(Collected data entries)
↓
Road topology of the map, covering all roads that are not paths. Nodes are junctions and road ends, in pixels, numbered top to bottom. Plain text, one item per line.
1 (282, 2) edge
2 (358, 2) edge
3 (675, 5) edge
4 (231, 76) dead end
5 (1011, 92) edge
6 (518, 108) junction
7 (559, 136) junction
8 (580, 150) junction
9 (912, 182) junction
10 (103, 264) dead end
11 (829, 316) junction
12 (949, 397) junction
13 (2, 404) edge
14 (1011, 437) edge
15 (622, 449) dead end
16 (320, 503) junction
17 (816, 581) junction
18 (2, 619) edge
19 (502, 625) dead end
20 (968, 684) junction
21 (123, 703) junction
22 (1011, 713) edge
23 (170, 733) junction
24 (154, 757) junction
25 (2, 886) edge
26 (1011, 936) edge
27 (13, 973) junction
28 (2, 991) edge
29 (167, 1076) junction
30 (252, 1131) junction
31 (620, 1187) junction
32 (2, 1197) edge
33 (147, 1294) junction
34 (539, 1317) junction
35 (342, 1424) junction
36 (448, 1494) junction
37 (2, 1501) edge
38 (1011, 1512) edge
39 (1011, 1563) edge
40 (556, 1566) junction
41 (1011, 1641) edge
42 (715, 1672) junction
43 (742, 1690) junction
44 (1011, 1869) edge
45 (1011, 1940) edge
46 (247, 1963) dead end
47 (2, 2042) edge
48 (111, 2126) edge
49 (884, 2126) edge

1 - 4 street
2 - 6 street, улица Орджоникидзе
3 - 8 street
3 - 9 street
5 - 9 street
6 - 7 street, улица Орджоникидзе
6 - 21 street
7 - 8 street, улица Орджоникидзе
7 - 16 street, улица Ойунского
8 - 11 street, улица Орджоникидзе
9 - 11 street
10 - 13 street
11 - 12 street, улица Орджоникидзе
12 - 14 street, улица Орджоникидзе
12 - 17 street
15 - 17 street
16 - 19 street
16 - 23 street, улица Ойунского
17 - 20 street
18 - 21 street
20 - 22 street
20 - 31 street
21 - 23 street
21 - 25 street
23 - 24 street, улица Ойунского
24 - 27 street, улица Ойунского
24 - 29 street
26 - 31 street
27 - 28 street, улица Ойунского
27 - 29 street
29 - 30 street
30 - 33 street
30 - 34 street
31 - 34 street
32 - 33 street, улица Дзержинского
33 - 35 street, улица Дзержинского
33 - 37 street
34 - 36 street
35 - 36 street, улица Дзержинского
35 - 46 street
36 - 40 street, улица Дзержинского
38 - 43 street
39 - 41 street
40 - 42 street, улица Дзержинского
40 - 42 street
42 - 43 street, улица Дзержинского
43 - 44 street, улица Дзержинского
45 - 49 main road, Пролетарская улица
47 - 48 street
↑
Directions for this task: How many of the lines above hold "Ойунского"? Answer with only the number.

Answer box: 5